Email of the day 1
Comment of the Day

October 11 2016

Commentary by David Fuller

Email of the day 1

On sterling’s current slide:

This article makes a lot of sense.

Though my holiday in Greece next year may cost more, that's a small price to pay for a rebalanced economy that will eventually benefit a broader swathe of the UK population.
We just need to figure how to handle that border in Ireland!

Best wishes to you both and thanks for your great service.

David Fuller's view

Thanks for your email and kind words.

Here is the opening of the article by Ambrose Evans-Pritchard, and a section of the conclusion, as not all Subscribers will be able to access the link above.  I will also have a PDF of the article in the Subscriber’s Area:

The slump in sterling is a blessing in disguise after years of overvaluation and helps to break the corrosive stranglehold of the financial elites over the British economy, according to a former bail-out chief for the International Monetary Fund.

“It is desirable from every point of view. The idea that Britain is in crisis or is on its knees before the exchange rate vigilantes is ludicrous,” said Ashoka Mody, the IMF’s former deputy-director for Europe and now at Princeton University.

“The UK economy is rebalancing amazingly well. It is a stunning achievement that a once-in-fifty-year event should have gone to smoothly,” he told the Telegraph.

Professor Mody, who led the EU-IMF Troika rescue for Ireland, said the pound had been driven up to nose-bleed levels from 2011 to 2015 by global property speculators and the banking elites acting in destructive synergy, causing serious damage to Britain’s manufacturing base and long-term competitiveness.

The role of the City as the unrivalled financial centre of Europe made it a magnet for speculative property flows from Russia, China, the Mid-East, and the wider world, a bubble that was further leveraged by cheap dollar credit though global banks operating in London.

“It was essentially a bank-property nexus, and the rest of the economy was left to suffer. It is stunning that just 1.4pc of all loans were going to the manufacturing sector,” he said.

And:

A weaker currency has lost its ability to frighten in a deflationary world where most of the major advanced states or economic blocs are trying to drive down their exchange rates to break out of the liquidity trap. Britain has inadvertently stolen a march in an undeclared global currency war.

For the fragile eurozone economy, the opposite dynamic is playing out. The pound is one of the largest components of the euro’s trade-weighted index, and the 20pc fall since late last year has the side-effect of further tightening the deflationary noose.
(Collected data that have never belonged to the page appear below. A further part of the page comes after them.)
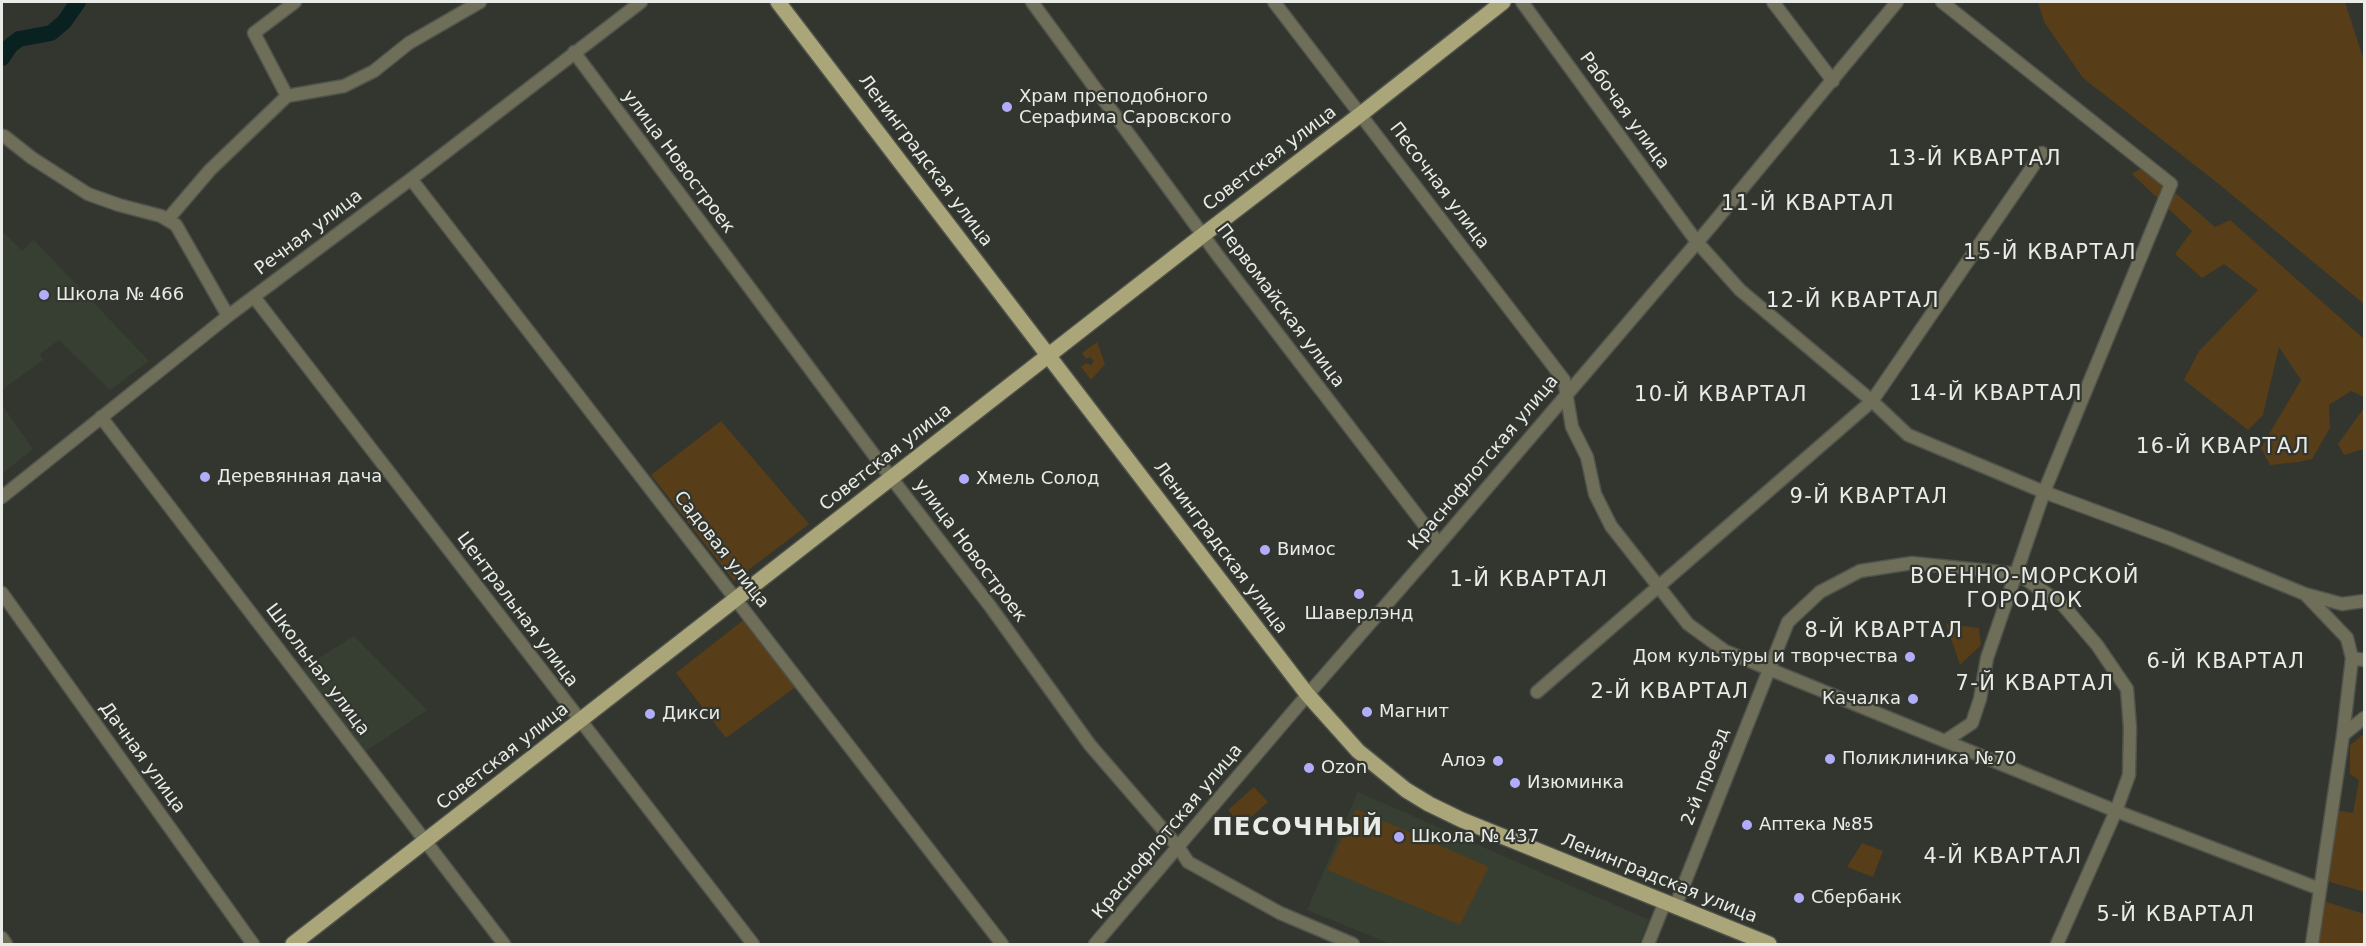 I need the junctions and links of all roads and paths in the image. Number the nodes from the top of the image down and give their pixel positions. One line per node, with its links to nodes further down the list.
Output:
1 (295, 2): 14 (street)
2 (480, 2): 14 (street)
3 (778, 2): 24 (main road, Ленинградская улица)
4 (1032, 2): 20 (street, Первомайская улица)
5 (1274, 2): 15 (street, Песочная улица)
6 (1503, 2): 15 (main road, Советская улица)
7 (1522, 2): 21 (street, Рабочая улица)
8 (1773, 2): 13 (street)
9 (1897, 2): 13 (street, Краснофлотская улица)
10 (1942, 2): 29 (street)
11 (637, 3): 12 (street, Речная улица)
12 (574, 52): 18 (street, Речная улица); 28 (street, улица Новостроек)
13 (1833, 81): 21 (street, Краснофлотская улица)
14 (287, 96): 19 (street)
15 (1361, 114): 20 (main road, Советская улица); 25 (street, Песочная улица)
16 (4, 136): 19 (street)
17 (2042, 153): 26 (street)
18 (411, 179): 22 (street, Речная улица); 36 (street, Садовая улица)
19 (168, 219): 23 (street)
20 (1203, 235): 24 (main road, Советская улица); 31 (street, Первомайская улица)
21 (1696, 242): 25 (street, Краснофлотская улица); 26 (street, Рабочая улица)
22 (254, 297): 23 (street, Речная улица); 43 (street, Центральная улица)
23 (228, 316): 27 (street, Речная улица)
24 (1048, 355): 28 (main road, Советская улица); 41 (main road, Ленинградская улица)
25 (1565, 395): 31 (street, Краснофлотская улица); 33 (street, Песочная улица)
26 (1872, 401): 29 (street, Рабочая улица); 33 (street)
27 (101, 417): 30 (street, Речная улица); 47 (street, Школьная улица)
28 (892, 479): 36 (main road, Советская улица); 48 (street, улица Новостроек)
29 (2044, 492): 32 (street); 35 (street, Рабочая улица)
30 (2, 497)
31 (1439, 544): 41 (street, Краснофлотская улица)
32 (2018, 574): 39 (street, 2-й проезд); 45 (street); 46 (street, 2-й проезд)
33 (1659, 589): 39 (street, Песочная улица); 40 (street)
34 (2, 593): 53 (street, Дачная улица)
35 (2305, 594): 37 (street, Рабочая улица); 38 (street)
36 (737, 600): 43 (main road, Советская улица); 57 (street, Садовая улица)
37 (2364, 601)
38 (2358, 659): 44 (street)
39 (1768, 668): 45 (street, Песочная улица); 50 (street, 2-й проезд)
40 (1537, 692)
41 (1307, 694): 48 (street, Краснофлотская улица); 50 (main road, Ленинградская улица)
42 (2364, 718): 44 (street)
43 (581, 722): 47 (main road, Советская улица); 56 (street, Центральная улица)
44 (2343, 735): 49 (street)
45 (1945, 741): 46 (street, Песочная улица)
46 (2116, 811): 49 (street, Песочная улица); 62 (street, 2-й проезд)
47 (426, 842): 54 (main road, Советская улица); 55 (street, Школьная улица)
48 (1179, 848): 58 (street, Краснофлотская улица); 59 (street, улица Новостроек)
49 (2320, 889): 63 (street)
50 (1670, 905): 60 (street, 2-й проезд); 61 (main road, Ленинградская улица)
51 (2, 938): 52 (street)
52 (6, 945)
53 (253, 945)
54 (293, 945)
55 (504, 945)
56 (753, 945)
57 (1002, 945)
58 (1095, 945)
59 (1353, 945)
60 (1648, 945)
61 (1769, 945)
62 (2057, 945)
63 (2312, 945) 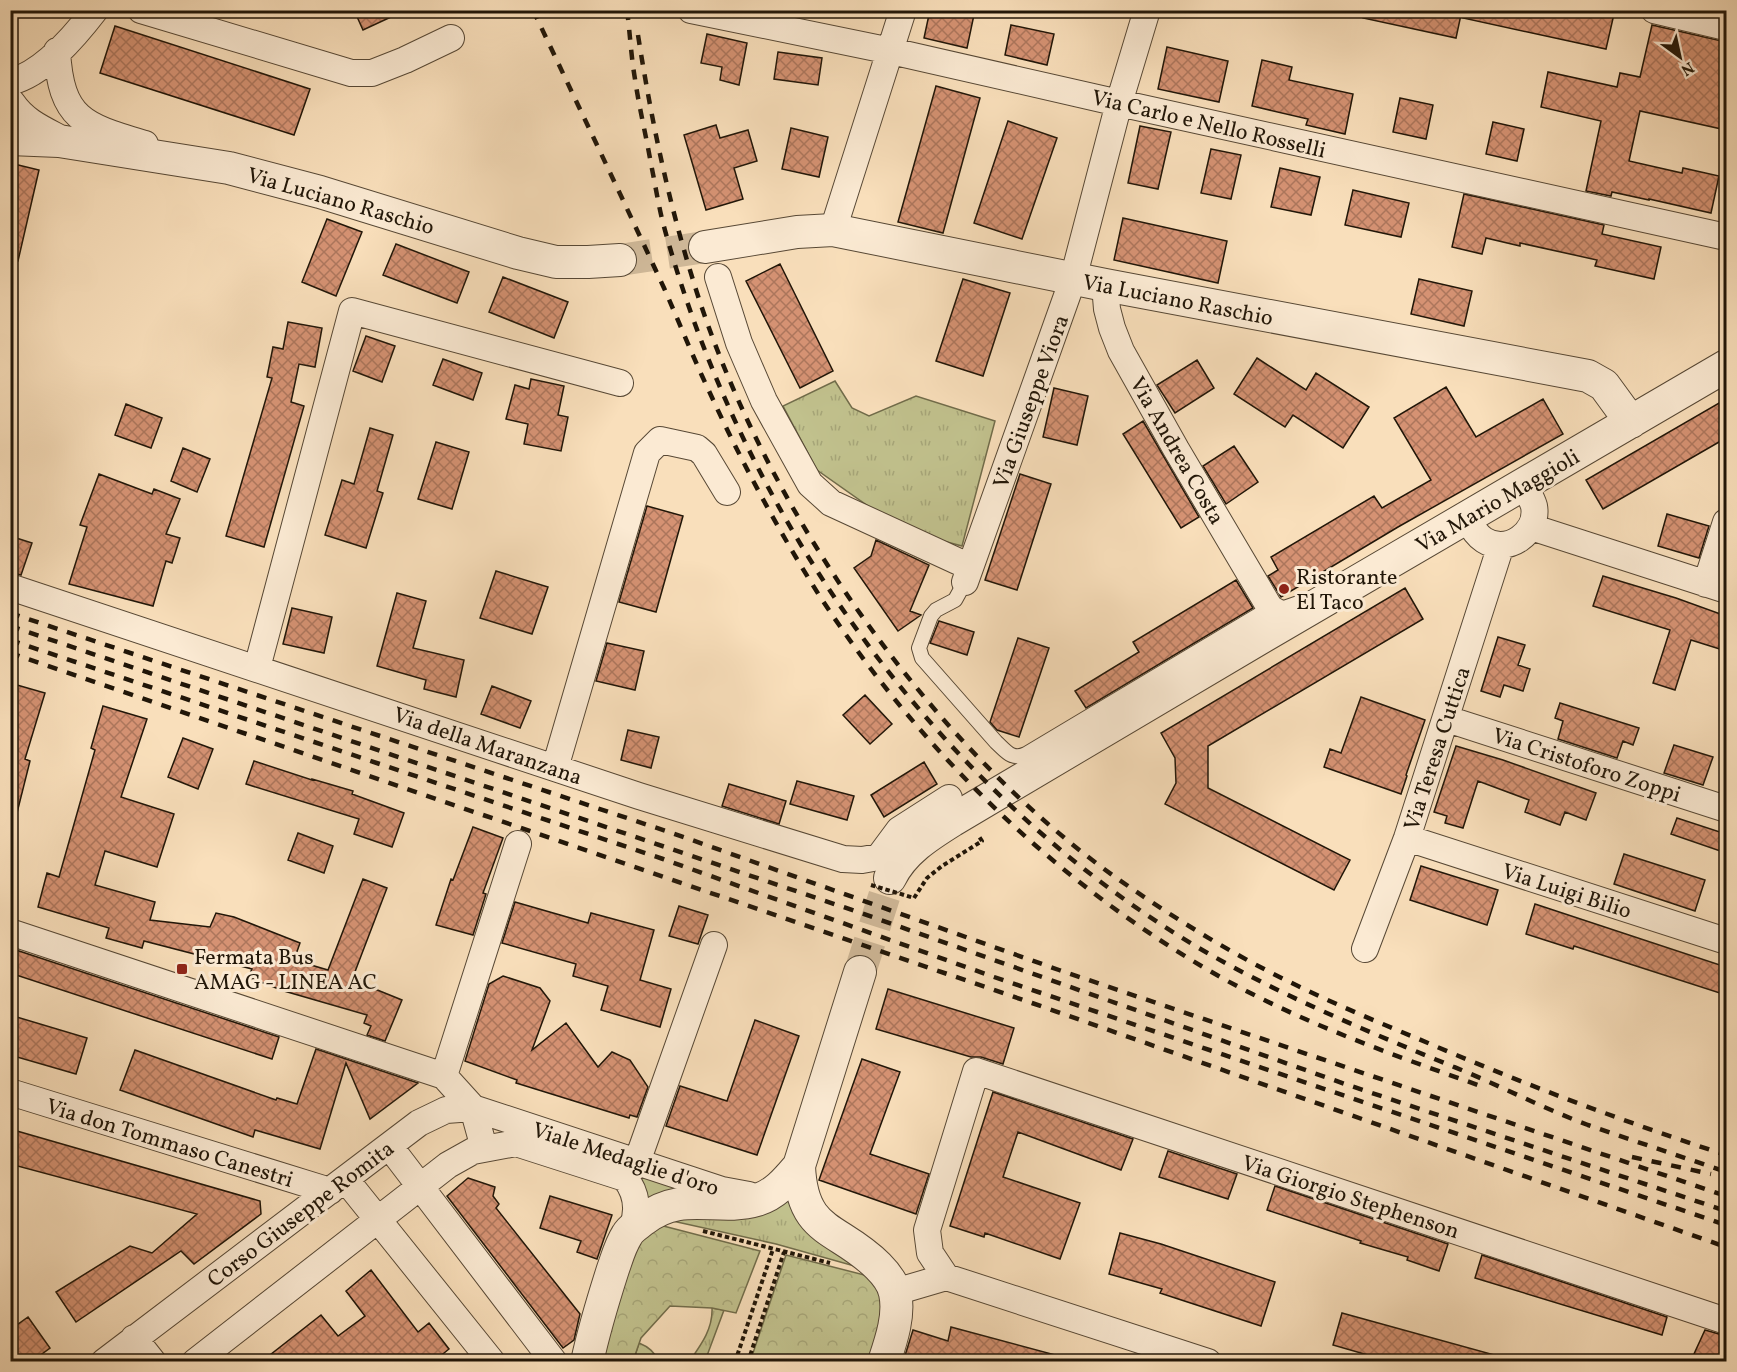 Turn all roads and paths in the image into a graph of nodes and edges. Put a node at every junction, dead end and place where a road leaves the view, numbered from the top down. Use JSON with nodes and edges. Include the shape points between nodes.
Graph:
{"nodes":[{"id":1,"x":95,"y":10,"type":"edge"},
{"id":2,"x":141,"y":10,"type":"edge"},
{"id":3,"x":691,"y":10,"type":"edge"},
{"id":4,"x":903,"y":10,"type":"edge"},
{"id":5,"x":1148,"y":10,"type":"edge"},
{"id":6,"x":1654,"y":10,"type":"edge"},
{"id":7,"x":1726,"y":27,"type":"edge"},
{"id":8,"x":451,"y":38,"type":"dead end"},
{"id":9,"x":57,"y":51,"type":"junction"},
{"id":10,"x":891,"y":51,"type":"junction"},
{"id":11,"x":10,"y":82,"type":"edge"},
{"id":12,"x":1119,"y":103,"type":"junction"},
{"id":13,"x":10,"y":105,"type":"edge"},
{"id":14,"x":10,"y":139,"type":"edge"},
{"id":15,"x":59,"y":141,"type":"junction"},
{"id":16,"x":229,"y":168,"type":"junction"},
{"id":17,"x":833,"y":230,"type":"junction"},
{"id":18,"x":1726,"y":237,"type":"edge"},
{"id":19,"x":705,"y":247,"type":"tunnel mouth"},
{"id":20,"x":620,"y":260,"type":"tunnel mouth"},
{"id":21,"x":718,"y":277,"type":"dead end"},
{"id":22,"x":1073,"y":279,"type":"junction"},
{"id":23,"x":1105,"y":285,"type":"junction"},
{"id":24,"x":1726,"y":366,"type":"edge"},
{"id":25,"x":620,"y":383,"type":"dead end"},
{"id":26,"x":1631,"y":422,"type":"junction"},
{"id":27,"x":1524,"y":485,"type":"junction"},
{"id":28,"x":727,"y":492,"type":"dead end"},
{"id":29,"x":1467,"y":518,"type":"junction"},
{"id":30,"x":1726,"y":522,"type":"edge"},
{"id":31,"x":1531,"y":527,"type":"junction"},
{"id":32,"x":1501,"y":545,"type":"junction"},
{"id":33,"x":968,"y":574,"type":"junction"},
{"id":34,"x":10,"y":587,"type":"edge"},
{"id":35,"x":1716,"y":587,"type":"edge"},
{"id":36,"x":1334,"y":596,"type":"junction"},
{"id":37,"x":1270,"y":608,"type":"junction"},
{"id":38,"x":257,"y":668,"type":"junction"},
{"id":39,"x":1447,"y":719,"type":"junction"},
{"id":40,"x":555,"y":768,"type":"junction"},
{"id":41,"x":950,"y":798,"type":"dead end"},
{"id":42,"x":1726,"y":809,"type":"edge"},
{"id":43,"x":1407,"y":838,"type":"junction"},
{"id":44,"x":970,"y":840,"type":"dead end"},
{"id":45,"x":518,"y":844,"type":"dead end"},
{"id":46,"x":923,"y":874,"type":"dead end"},
{"id":47,"x":893,"y":882,"type":"junction"},
{"id":48,"x":10,"y":932,"type":"edge"},
{"id":49,"x":1726,"y":941,"type":"edge"},
{"id":50,"x":714,"y":945,"type":"dead end"},
{"id":51,"x":1365,"y":949,"type":"dead end"},
{"id":52,"x":860,"y":972,"type":"tunnel mouth"},
{"id":53,"x":444,"y":1076,"type":"junction"},
{"id":54,"x":10,"y":1092,"type":"edge"},
{"id":55,"x":473,"y":1108,"type":"junction"},
{"id":56,"x":390,"y":1147,"type":"junction"},
{"id":57,"x":484,"y":1148,"type":"junction"},
{"id":58,"x":631,"y":1170,"type":"junction"},
{"id":59,"x":789,"y":1176,"type":"junction"},
{"id":60,"x":338,"y":1185,"type":"junction"},
{"id":61,"x":420,"y":1187,"type":"junction"},
{"id":62,"x":378,"y":1219,"type":"junction"},
{"id":63,"x":693,"y":1228,"type":"dead end"},
{"id":64,"x":632,"y":1229,"type":"junction"},
{"id":65,"x":773,"y":1249,"type":"junction"},
{"id":66,"x":784,"y":1252,"type":"junction"},
{"id":67,"x":817,"y":1260,"type":"dead end"},
{"id":68,"x":946,"y":1277,"type":"junction"},
{"id":69,"x":895,"y":1292,"type":"junction"},
{"id":70,"x":1726,"y":1321,"type":"edge"},
{"id":71,"x":134,"y":1338,"type":"junction"},
{"id":72,"x":1202,"y":1360,"type":"edge"},
{"id":73,"x":104,"y":1362,"type":"edge"},
{"id":74,"x":153,"y":1362,"type":"edge"},
{"id":75,"x":195,"y":1362,"type":"edge"},
{"id":76,"x":492,"y":1362,"type":"edge"},
{"id":77,"x":554,"y":1362,"type":"edge"},
{"id":78,"x":587,"y":1362,"type":"edge"},
{"id":79,"x":735,"y":1362,"type":"edge"},
{"id":80,"x":748,"y":1362,"type":"edge"},
{"id":81,"x":884,"y":1362,"type":"edge"}],
"edges":[{"from":1,"to":9,"type":"street"},
{"from":2,"to":8,"type":"street","via":[[351,73],[372,73]]},
{"from":3,"to":10,"type":"street","name":"Via Carlo e Nello Rosselli"},
{"from":4,"to":10,"type":"street"},
{"from":5,"to":12,"type":"street","name":"Via Giuseppe Viora"},
{"from":6,"to":7,"type":"street"},
{"from":9,"to":11,"type":"street","via":[[36,70]]},
{"from":9,"to":16,"type":"street","via":[[62,90],[68,105],[84,121],[122,137]]},
{"from":10,"to":12,"type":"street","name":"Via Carlo e Nello Rosselli"},
{"from":10,"to":17,"type":"street"},
{"from":12,"to":18,"type":"street","name":"Via Carlo e Nello Rosselli"},
{"from":12,"to":22,"type":"street","name":"Via Giuseppe Viora"},
{"from":13,"to":15,"type":"street","via":[[30,126]]},
{"from":14,"to":15,"type":"street"},
{"from":15,"to":16,"type":"street","name":"Via Luciano Raschio"},
{"from":16,"to":20,"type":"street","name":"Via Luciano Raschio","via":[[518,254],[556,262]]},
{"from":17,"to":19,"type":"street","name":"Via Luciano Raschio"},
{"from":17,"to":22,"type":"street","name":"Via Luciano Raschio"},
{"from":21,"to":33,"type":"street","via":[[738,343],[764,401],[810,484],[831,503]]},
{"from":22,"to":23,"type":"street","name":"Via Luciano Raschio"},
{"from":22,"to":33,"type":"street","name":"Via Giuseppe Viora"},
{"from":23,"to":26,"type":"street","name":"Via Luciano Raschio","via":[[1588,376],[1604,385]]},
{"from":23,"to":37,"type":"street","name":"Via Andrea Costa","via":[[1112,328],[1121,351]]},
{"from":24,"to":26,"type":"street","name":"Via Mario Maggioli"},
{"from":25,"to":38,"type":"street","via":[[352,311]]},
{"from":26,"to":27,"type":"street","name":"Via Mario Maggioli"},
{"from":27,"to":29,"type":"street","name":"Via Mario Maggioli"},
{"from":27,"to":31,"type":"street","via":[[1534,506]]},
{"from":28,"to":40,"type":"street","via":[[697,448],[660,440],[646,453]]},
{"from":29,"to":32,"type":"street","via":[[1484,541]]},
{"from":29,"to":36,"type":"street","name":"Via Mario Maggioli"},
{"from":30,"to":35,"type":"street"},
{"from":31,"to":32,"type":"street","via":[[1516,542]]},
{"from":31,"to":35,"type":"street"},
{"from":32,"to":39,"type":"street","name":"Via Teresa Cuttica"},
{"from":33,"to":37,"type":"lane","via":[[955,600],[932,613],[919,652],[996,742],[1017,757]]},
{"from":34,"to":38,"type":"street","name":"Via della Maranzana"},
{"from":36,"to":37,"type":"street","via":[[1287,615]]},
{"from":36,"to":47,"type":"street","name":"Via Mario Maggioli","via":[[927,836],[906,854]]},
{"from":38,"to":40,"type":"street","name":"Via della Maranzana"},
{"from":39,"to":42,"type":"street","name":"Via Cristoforo Zoppi"},
{"from":39,"to":43,"type":"street","name":"Via Teresa Cuttica"},
{"from":40,"to":41,"type":"street","name":"Via della Maranzana","via":[[843,858],[862,860],[879,857],[899,830]]},
{"from":43,"to":49,"type":"street","name":"Via Luigi Bilio"},
{"from":43,"to":51,"type":"street","name":"Via Teresa Cuttica"},
{"from":44,"to":47,"type":"path","bridge":true,"via":[[978,834],[982,841],[927,878],[914,898]]},
{"from":45,"to":53,"type":"street"},
{"from":46,"to":47,"type":"path"},
{"from":48,"to":53,"type":"street"},
{"from":50,"to":58,"type":"street"},
{"from":52,"to":59,"type":"street"},
{"from":53,"to":55,"type":"street"},
{"from":54,"to":60,"type":"street","name":"Via don Tommaso Canestri"},
{"from":55,"to":56,"type":"street","name":"Corso Giuseppe Romita","via":[[437,1113]]},
{"from":55,"to":57,"type":"street"},
{"from":55,"to":58,"type":"street","name":"Viale Medaglie d'oro"},
{"from":56,"to":60,"type":"street","name":"Corso Giuseppe Romita"},
{"from":56,"to":61,"type":"street"},
{"from":57,"to":58,"type":"street","name":"Viale Medaglie d'oro","via":[[516,1143]]},
{"from":57,"to":61,"type":"street","via":[[465,1154]]},
{"from":58,"to":59,"type":"street","name":"Viale Medaglie d'oro","via":[[736,1194],[761,1195]]},
{"from":58,"to":64,"type":"street","name":"Viale Medaglie d'oro","via":[[637,1215]]},
{"from":59,"to":64,"type":"street","via":[[772,1194],[756,1200],[696,1201],[669,1206]]},
{"from":59,"to":69,"type":"street","via":[[814,1218],[868,1256]]},
{"from":60,"to":62,"type":"street"},
{"from":60,"to":71,"type":"street","name":"Corso Giuseppe Romita"},
{"from":61,"to":62,"type":"street"},
{"from":61,"to":77,"type":"street"},
{"from":62,"to":75,"type":"street"},
{"from":62,"to":76,"type":"street"},
{"from":63,"to":65,"type":"path"},
{"from":64,"to":78,"type":"street","via":[[620,1250],[598,1315]]},
{"from":65,"to":66,"type":"path"},
{"from":65,"to":79,"type":"path"},
{"from":66,"to":67,"type":"path"},
{"from":66,"to":80,"type":"path"},
{"from":68,"to":69,"type":"street"},
{"from":68,"to":70,"type":"street","name":"Via Giorgio Stephenson","via":[[930,1253],[927,1230],[976,1071]]},
{"from":68,"to":72,"type":"street"},
{"from":69,"to":81,"type":"street","via":[[895,1319]]},
{"from":71,"to":73,"type":"street","name":"Corso Giuseppe Romita"},
{"from":71,"to":74,"type":"street"}]}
The exchange rate has now fallen so far that most eurozone exporters selling into Britain can no longer absorb the currency effect by shaving their profit margins. They increasingly face the risk of declining sales and market share.  

Prof Mody said eurozone leaders may be on thinner ice than they care to admit. “They are in a debt-deflation cycle, and it is self-reinforcing,” he said.

French president Francois Hollande has now openly stated that his desired policy is to “threaten” Britain and make the country “pay a price”. The more he succeeds, the more painful the blowback into France.

I maintain that weaker sterling and successful fracking in the UK represent the long missing economic stimulants which can turn the central and northern regions of the UK back into a manufacturing powerhouse over the next decade.